TASK TO CARRY OUT: For each line below that includes the word "result", make a copy.

Saved data entries
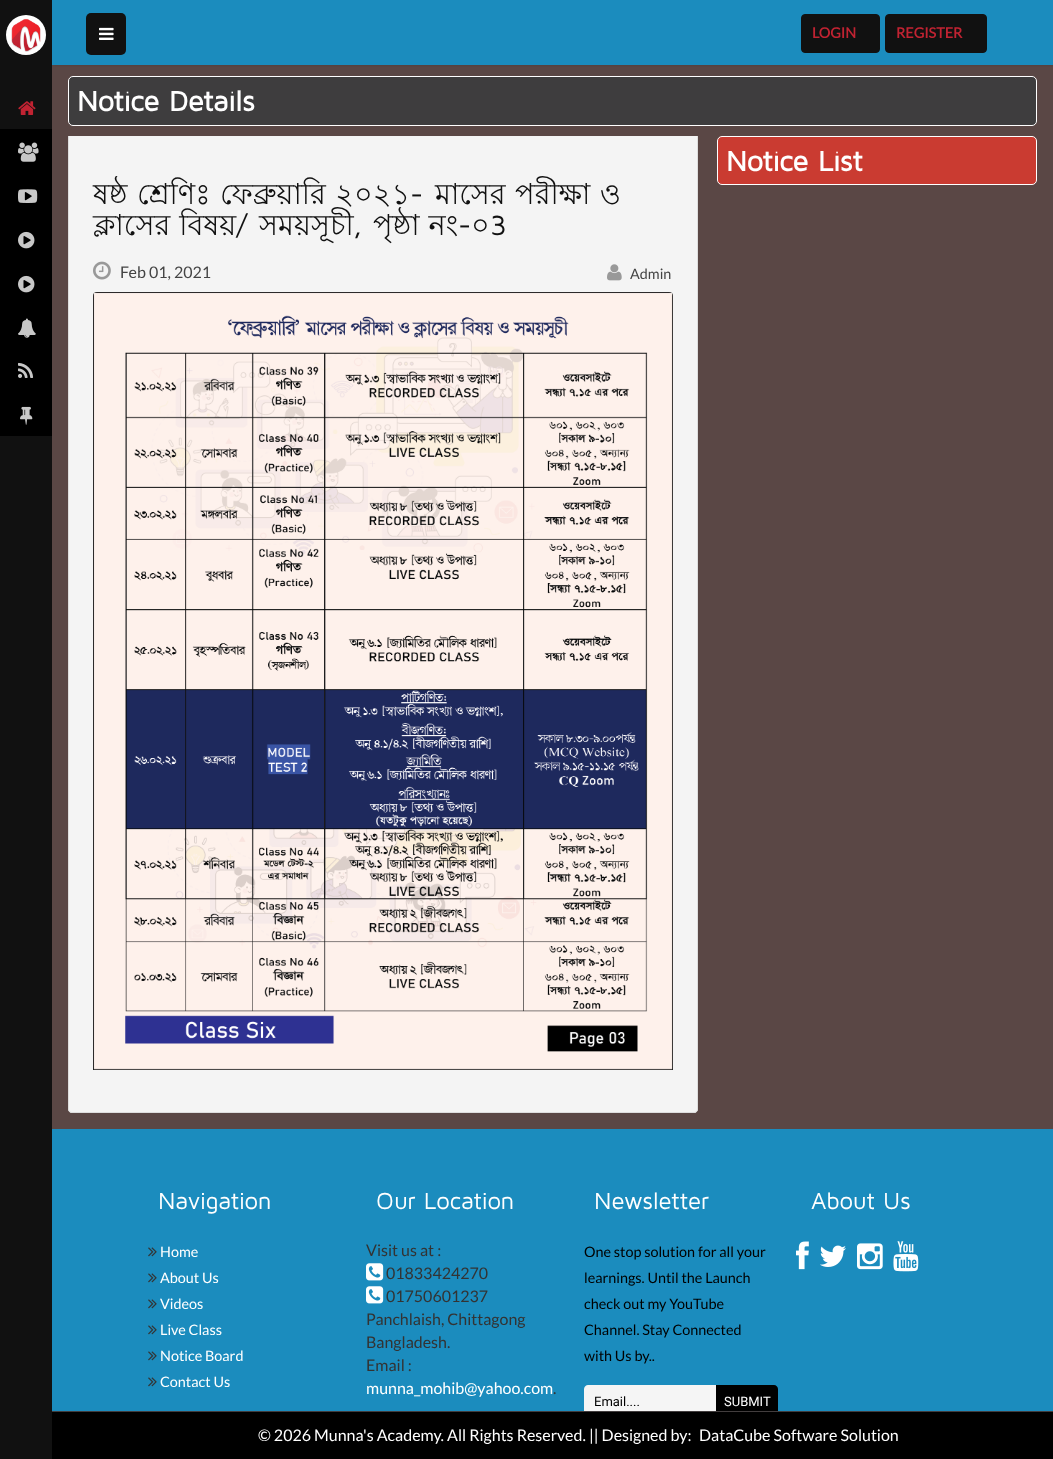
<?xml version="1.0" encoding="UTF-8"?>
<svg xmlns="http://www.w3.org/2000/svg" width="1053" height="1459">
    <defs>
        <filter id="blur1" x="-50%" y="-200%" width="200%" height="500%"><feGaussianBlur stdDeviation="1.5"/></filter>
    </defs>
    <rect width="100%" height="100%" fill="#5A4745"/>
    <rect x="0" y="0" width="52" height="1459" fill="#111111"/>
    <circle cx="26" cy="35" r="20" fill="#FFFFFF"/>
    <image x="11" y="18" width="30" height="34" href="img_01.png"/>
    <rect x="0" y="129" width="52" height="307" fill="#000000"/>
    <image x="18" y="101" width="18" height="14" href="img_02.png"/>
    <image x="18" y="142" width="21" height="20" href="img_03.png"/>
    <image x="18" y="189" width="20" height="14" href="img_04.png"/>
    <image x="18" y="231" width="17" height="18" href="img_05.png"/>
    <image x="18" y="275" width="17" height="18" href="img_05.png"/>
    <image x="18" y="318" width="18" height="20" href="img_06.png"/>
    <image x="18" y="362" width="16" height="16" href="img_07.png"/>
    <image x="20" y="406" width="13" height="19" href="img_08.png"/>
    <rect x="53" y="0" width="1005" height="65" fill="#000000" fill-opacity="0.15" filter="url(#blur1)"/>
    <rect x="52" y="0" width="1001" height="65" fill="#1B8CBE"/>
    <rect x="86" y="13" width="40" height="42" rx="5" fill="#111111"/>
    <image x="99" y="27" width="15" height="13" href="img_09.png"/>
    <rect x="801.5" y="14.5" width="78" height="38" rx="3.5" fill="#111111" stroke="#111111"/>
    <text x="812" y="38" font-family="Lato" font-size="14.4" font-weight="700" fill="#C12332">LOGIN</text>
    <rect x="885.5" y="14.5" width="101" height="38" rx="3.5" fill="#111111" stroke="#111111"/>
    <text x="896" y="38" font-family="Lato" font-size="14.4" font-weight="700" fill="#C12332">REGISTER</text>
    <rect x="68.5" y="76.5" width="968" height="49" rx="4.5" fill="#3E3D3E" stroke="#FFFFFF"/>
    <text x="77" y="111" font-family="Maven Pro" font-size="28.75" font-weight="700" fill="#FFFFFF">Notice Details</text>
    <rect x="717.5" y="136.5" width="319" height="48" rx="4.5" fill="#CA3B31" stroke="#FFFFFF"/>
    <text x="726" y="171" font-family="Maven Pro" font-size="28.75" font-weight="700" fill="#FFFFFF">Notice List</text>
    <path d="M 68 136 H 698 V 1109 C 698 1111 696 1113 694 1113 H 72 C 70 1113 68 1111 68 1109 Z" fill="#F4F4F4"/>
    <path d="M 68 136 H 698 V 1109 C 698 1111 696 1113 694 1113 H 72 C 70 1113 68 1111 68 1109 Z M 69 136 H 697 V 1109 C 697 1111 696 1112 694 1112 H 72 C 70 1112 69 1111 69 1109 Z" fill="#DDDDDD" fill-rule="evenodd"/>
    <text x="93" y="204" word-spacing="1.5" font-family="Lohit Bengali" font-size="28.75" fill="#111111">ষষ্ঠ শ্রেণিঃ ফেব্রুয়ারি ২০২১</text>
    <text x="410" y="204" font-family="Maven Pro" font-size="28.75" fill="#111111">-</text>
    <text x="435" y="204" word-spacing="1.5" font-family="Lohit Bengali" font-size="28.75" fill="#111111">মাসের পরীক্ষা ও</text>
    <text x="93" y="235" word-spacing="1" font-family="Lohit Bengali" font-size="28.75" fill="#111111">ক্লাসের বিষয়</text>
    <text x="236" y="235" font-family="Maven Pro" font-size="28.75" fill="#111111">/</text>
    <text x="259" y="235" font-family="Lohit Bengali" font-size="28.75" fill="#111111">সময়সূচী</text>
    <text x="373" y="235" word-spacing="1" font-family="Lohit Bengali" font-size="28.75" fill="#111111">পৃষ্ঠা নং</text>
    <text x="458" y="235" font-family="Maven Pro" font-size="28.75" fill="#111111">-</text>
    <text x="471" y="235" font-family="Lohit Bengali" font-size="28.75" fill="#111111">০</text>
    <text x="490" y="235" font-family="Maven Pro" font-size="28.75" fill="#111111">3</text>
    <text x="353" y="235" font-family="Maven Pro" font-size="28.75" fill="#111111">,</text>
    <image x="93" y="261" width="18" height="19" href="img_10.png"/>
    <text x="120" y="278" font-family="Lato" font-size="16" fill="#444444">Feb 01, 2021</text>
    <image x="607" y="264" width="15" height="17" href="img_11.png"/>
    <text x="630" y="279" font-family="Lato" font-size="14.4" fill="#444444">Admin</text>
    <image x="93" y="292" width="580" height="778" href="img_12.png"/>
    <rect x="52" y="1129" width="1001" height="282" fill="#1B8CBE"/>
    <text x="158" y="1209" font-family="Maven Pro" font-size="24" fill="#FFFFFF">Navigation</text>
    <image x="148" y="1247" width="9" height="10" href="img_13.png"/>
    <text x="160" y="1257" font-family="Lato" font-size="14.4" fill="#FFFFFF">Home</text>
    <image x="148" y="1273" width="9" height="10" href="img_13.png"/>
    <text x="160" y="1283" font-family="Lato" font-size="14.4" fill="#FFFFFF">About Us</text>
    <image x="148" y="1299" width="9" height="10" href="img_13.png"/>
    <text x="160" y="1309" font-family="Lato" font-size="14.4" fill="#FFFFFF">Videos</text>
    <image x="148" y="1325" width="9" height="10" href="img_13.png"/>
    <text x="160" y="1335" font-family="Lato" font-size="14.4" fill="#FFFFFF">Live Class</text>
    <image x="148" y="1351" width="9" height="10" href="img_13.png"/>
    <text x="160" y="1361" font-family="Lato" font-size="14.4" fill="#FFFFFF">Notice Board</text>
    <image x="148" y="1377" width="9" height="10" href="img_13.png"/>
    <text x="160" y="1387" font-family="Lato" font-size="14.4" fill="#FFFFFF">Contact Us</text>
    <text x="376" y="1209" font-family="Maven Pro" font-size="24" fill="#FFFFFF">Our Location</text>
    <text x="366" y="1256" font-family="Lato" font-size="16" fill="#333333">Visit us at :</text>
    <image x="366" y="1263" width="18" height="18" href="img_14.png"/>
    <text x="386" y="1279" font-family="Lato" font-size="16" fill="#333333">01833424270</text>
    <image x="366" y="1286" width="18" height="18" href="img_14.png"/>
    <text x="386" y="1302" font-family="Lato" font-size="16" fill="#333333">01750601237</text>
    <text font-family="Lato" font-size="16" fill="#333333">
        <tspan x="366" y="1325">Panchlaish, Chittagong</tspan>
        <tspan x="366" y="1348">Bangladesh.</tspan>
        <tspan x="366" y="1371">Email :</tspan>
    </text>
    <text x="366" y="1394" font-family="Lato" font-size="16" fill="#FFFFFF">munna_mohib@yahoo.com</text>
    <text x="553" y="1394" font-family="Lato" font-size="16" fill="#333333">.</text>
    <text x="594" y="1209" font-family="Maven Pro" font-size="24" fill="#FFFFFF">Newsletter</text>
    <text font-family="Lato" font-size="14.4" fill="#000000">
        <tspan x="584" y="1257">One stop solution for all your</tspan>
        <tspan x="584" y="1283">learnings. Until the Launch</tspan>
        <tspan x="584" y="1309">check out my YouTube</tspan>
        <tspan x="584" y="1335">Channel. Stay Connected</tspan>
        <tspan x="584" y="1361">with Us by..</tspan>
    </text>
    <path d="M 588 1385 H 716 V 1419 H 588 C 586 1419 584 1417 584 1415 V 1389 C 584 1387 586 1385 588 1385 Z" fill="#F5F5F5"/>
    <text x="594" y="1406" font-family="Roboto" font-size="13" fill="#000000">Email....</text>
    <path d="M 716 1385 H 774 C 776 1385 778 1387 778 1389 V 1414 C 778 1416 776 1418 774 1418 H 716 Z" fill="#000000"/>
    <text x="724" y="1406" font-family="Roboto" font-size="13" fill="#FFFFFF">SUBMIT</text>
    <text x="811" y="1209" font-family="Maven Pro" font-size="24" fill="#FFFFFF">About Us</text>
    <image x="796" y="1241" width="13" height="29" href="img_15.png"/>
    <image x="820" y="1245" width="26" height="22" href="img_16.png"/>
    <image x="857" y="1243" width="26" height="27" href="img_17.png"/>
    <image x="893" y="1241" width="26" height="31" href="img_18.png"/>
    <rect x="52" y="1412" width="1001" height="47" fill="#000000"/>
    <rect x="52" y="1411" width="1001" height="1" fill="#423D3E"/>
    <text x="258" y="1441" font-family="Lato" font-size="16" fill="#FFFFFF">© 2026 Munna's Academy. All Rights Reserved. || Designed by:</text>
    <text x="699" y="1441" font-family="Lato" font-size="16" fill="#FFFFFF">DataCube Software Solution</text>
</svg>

--

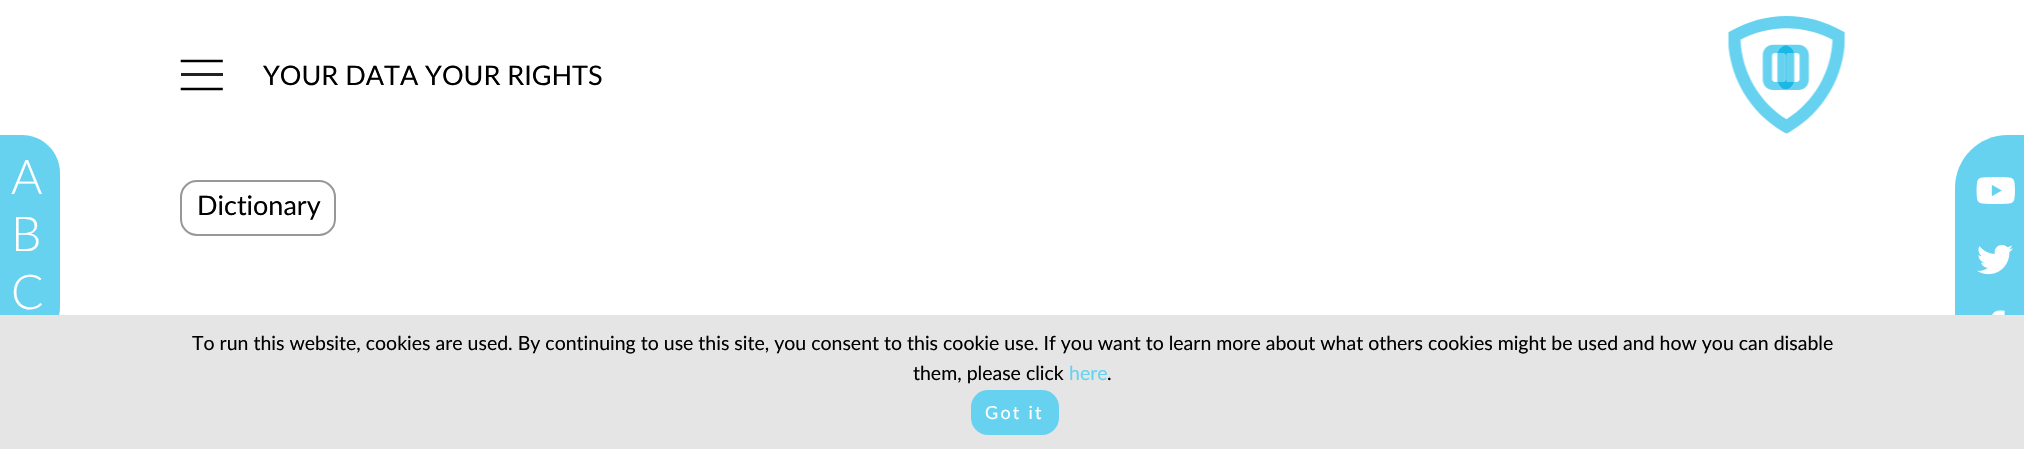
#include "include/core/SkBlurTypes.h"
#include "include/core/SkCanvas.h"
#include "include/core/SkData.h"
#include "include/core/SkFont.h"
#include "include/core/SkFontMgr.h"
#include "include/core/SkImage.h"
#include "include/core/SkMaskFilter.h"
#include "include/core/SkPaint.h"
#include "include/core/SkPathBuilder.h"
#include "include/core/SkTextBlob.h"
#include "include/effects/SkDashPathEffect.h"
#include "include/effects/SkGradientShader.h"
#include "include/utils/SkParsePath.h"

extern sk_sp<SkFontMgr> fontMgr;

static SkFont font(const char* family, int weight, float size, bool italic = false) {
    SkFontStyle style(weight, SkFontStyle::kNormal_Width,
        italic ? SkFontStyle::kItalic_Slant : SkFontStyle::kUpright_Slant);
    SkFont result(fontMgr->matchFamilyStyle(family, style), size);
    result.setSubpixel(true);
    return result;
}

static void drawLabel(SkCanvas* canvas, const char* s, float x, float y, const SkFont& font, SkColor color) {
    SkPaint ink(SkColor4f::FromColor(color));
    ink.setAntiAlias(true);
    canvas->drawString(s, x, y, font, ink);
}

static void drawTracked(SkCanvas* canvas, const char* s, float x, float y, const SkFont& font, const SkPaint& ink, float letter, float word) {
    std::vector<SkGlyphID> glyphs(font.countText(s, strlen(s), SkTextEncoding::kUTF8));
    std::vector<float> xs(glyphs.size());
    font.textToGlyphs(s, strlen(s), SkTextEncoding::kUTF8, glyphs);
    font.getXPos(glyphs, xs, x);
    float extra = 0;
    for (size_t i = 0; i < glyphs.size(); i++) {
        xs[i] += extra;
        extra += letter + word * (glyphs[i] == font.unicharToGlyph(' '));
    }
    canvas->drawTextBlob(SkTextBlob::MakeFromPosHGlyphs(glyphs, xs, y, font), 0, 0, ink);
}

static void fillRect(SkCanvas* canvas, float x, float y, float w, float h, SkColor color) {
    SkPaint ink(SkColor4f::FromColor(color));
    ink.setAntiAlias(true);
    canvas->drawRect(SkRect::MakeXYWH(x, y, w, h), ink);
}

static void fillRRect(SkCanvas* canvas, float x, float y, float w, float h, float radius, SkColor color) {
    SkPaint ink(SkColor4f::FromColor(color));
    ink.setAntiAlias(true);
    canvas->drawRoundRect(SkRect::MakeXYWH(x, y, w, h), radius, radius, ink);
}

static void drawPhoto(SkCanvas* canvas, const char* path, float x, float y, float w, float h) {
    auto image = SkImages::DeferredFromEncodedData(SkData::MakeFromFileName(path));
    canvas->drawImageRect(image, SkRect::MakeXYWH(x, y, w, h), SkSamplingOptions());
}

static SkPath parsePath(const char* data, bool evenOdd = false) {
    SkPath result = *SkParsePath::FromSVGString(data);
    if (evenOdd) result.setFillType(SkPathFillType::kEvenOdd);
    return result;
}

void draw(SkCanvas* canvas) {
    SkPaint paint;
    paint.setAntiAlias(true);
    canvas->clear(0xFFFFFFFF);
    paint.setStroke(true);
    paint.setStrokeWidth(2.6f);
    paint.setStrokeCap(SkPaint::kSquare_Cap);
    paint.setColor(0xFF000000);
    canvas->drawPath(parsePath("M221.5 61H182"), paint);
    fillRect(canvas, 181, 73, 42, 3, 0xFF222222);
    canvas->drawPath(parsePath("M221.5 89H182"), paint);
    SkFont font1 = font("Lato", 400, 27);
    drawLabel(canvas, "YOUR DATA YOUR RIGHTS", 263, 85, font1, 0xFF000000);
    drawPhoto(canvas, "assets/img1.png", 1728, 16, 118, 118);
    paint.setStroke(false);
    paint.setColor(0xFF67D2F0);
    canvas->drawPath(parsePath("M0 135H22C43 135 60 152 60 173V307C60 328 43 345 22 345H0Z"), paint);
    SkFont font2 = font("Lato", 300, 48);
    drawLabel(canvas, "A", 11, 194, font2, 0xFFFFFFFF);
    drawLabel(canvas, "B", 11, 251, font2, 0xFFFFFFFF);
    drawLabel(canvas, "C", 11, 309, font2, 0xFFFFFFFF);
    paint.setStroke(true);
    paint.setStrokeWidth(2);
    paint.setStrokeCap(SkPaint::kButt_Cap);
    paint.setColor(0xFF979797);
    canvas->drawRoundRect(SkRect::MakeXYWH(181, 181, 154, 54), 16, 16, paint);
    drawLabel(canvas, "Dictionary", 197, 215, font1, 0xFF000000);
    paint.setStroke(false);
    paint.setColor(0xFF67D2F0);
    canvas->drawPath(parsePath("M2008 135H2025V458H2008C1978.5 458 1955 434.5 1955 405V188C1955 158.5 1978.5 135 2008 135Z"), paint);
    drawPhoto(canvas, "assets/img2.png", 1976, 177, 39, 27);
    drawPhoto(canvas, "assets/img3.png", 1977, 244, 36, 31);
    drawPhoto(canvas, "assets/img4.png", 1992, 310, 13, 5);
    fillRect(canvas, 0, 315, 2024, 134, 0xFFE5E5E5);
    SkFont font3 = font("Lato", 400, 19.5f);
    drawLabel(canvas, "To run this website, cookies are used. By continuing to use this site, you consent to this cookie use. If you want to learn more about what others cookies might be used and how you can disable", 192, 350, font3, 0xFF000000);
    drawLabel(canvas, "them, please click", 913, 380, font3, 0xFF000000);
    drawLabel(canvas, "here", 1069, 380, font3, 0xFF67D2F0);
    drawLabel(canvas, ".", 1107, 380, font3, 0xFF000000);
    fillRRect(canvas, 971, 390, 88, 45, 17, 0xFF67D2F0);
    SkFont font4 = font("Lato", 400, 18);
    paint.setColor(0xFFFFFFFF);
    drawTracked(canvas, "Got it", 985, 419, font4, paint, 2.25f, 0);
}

REPLY TO THE EXERCISE:
    SkFont result(fontMgr->matchFamilyStyle(family, style), size);
    result.setSubpixel(true);
    return result;
    SkPath result = *SkParsePath::FromSVGString(data);
    if (evenOdd) result.setFillType(SkPathFillType::kEvenOdd);
    return result;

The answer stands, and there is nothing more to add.